The growth of Big Data is putting ever more IT organizations in the realm of high-performance computing, even as ever-more-powerful supercomputers are being built at Lawrence Livermore and Oak Ridge National Laboratories, as well as the National Center for Supercomputing Applications at the University of Illinois.
But the lack of scientists and engineers who know how to use supercomputers is throwing a wrench in all this. Dan Lyons, writing at The Daily Beast, quotes Stan Ahalt, director of a supercomputing center at the University of North Carolina-Chapel Hill, saying:
It's not enough to keep building powerful supercomputers unless we have the brains. Think of a supercomputer as a very fast racing engine. We need more drivers to use those engines. ...
[Supercomputers] are far more complex than ordinary laptops and desktop computers. Some use hundreds of thousands of microprocessors. Writing software programs that can split work up among all those microprocessors is a daunting task and requires lots of specialized training, way beyond what the average computer science student gets.
This post at Bio-ITWorld.com outlines some of the potential uses, including personalized genome sequencing, more exact forecasting of severe weather and more precise knowledge of global warming.

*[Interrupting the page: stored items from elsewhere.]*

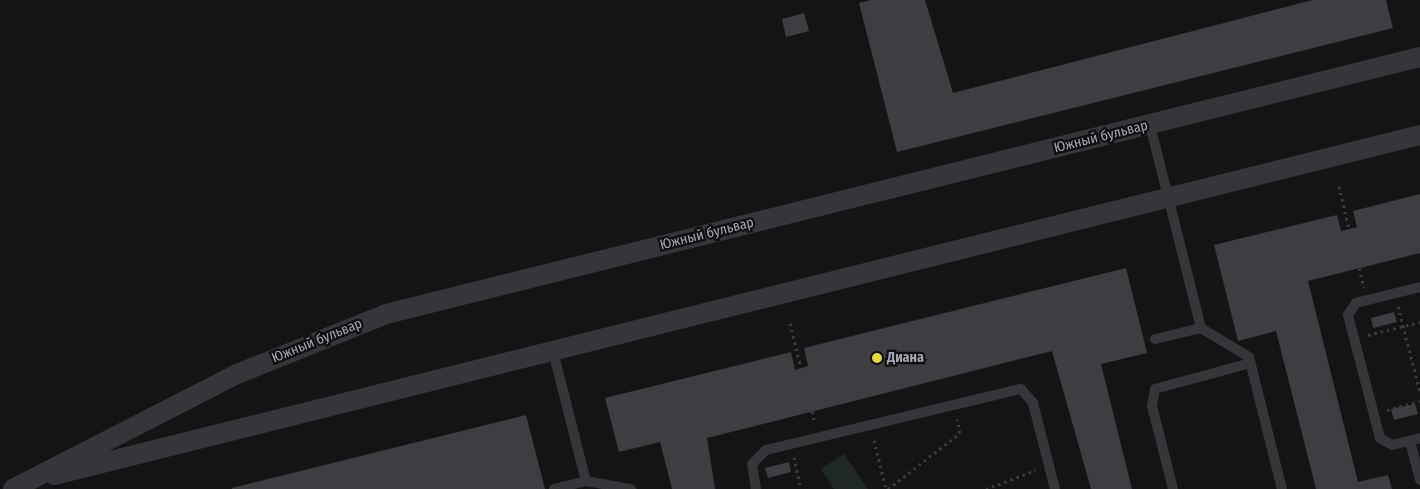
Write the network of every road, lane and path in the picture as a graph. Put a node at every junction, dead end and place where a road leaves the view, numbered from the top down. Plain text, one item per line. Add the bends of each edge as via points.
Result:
1 (1420, 58) edge
2 (1150, 124) junction
3 (1420, 135) edge
4 (1339, 186) dead end
5 (1168, 198) junction
6 (1349, 229) dead end
7 (1420, 287) edge
8 (1395, 293) junction
9 (1420, 322) edge
10 (790, 323) dead end
11 (1404, 326) junction
12 (1201, 328) junction
13 (1156, 339) dead end
14 (1353, 339) junction
15 (553, 351) junction
16 (1251, 363) junction
17 (801, 368) dead end
18 (1420, 392) edge
19 (1420, 402) edge
20 (953, 404) junction
21 (1372, 414) junction
22 (870, 425) junction
23 (1415, 440) edge
24 (790, 445) junction
25 (1049, 466) junction
26 (1420, 480) edge
27 (586, 481) junction
28 (17, 486) edge
29 (554, 489) edge
30 (630, 489) edge
31 (756, 489) edge
32 (802, 489) edge
33 (887, 489) edge
34 (986, 489) edge
35 (1055, 489) edge
36 (1173, 489) edge
37 (1282, 489) edge

1 - 2 street, Южный бульвар
2 - 5 lane
2 - 28 street, Южный бульвар via 386,314 237,374
3 - 5 street, Южный бульвар
4 - 6 path
5 - 12 lane
5 - 15 street, Южный бульвар
7 - 8 lane
8 - 11 path
8 - 14 lane via 1351,305 1348,315
9 - 11 path
10 - 17 path
11 - 14 path
11 - 18 path
12 - 13 lane
12 - 16 lane via 1249,356
14 - 21 lane
15 - 27 lane
15 - 28 street, Южный бульвар
16 - 36 lane via 1155,389 1152,406
16 - 37 lane
19 - 21 path
20 - 22 lane
20 - 25 lane via 1010,390 1029,394
20 - 33 path via 960,433
21 - 23 lane via 1385,442
22 - 24 lane
22 - 33 path
23 - 26 lane
24 - 31 lane via 756,456 752,464
24 - 32 path
25 - 34 path via 1008,477
25 - 35 lane
27 - 29 lane
27 - 30 lane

There are only a handful of specialized programs in high-performance computing in the country, reports HPCWire.com, and the intricacies of parallel programming - MPI, OpenMP, CUDA, and such - generally are not taught at the undergraduate level.

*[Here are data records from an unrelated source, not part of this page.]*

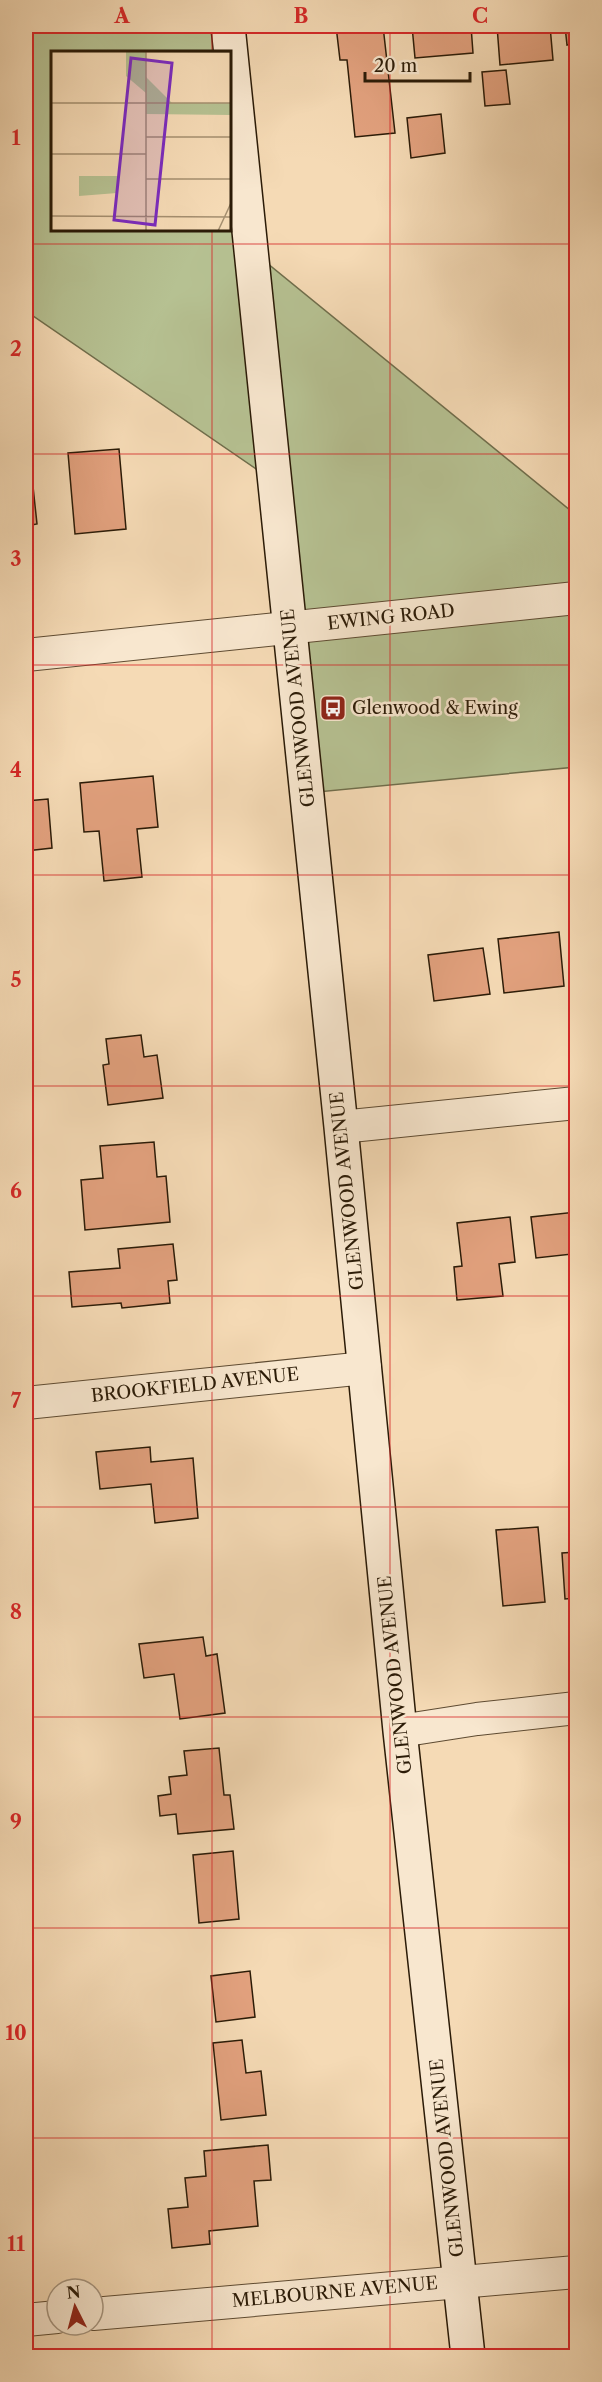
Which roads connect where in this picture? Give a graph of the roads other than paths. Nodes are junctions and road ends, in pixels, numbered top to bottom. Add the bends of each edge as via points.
1 (228, 26) edge
2 (231, 51) edge
3 (231, 55) edge
4 (576, 598) edge
5 (290, 628) junction
6 (26, 655) edge
7 (576, 1102) edge
8 (341, 1127) junction
9 (365, 1368) junction
10 (26, 1403) edge
11 (576, 1708) edge
12 (400, 1731) junction
13 (576, 2272) edge
14 (460, 2281) junction
15 (105, 2313) edge
16 (45, 2318) edge
17 (26, 2320) edge
18 (468, 2356) edge

1 - 2 street, GLENWOOD AVENUE
3 - 5 street, GLENWOOD AVENUE
4 - 5 street, EWING ROAD
5 - 6 street, EWING ROAD
5 - 8 street, GLENWOOD AVENUE
7 - 8 street
8 - 9 street, GLENWOOD AVENUE
9 - 10 street, BROOKFIELD AVENUE
9 - 12 street, GLENWOOD AVENUE
11 - 12 street
12 - 14 street, GLENWOOD AVENUE
13 - 14 street, MELBOURNE AVENUE
14 - 15 street, MELBOURNE AVENUE
14 - 18 street, GLENWOOD AVENUE
16 - 17 street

Wu Feng, a professor of supercomputing at Virginia Polytechnic, says companies have been so desperate for talent that different units of the same company have been courting his graduate students. Most of Feng's students are from other countries and leave the United States for greater opportunities in countries such as India and China, Lyons reports. Indeed, a separate HPCWire post predicts that by November, China will claim more than 100 of the top 500 systems in the world. Five years ago, it had 18 such systems, none in the top 10. Now it has two in the top 10 and 74 systems on the TOP500 list.
Without nuturing the talent, the United States could fall behind on multiple fronts, Lyons reports. The article mention one solution is the Virtual School for Computational Science and Engineering, an online program for graduate students, though the website for that program hasn't been updated in a while.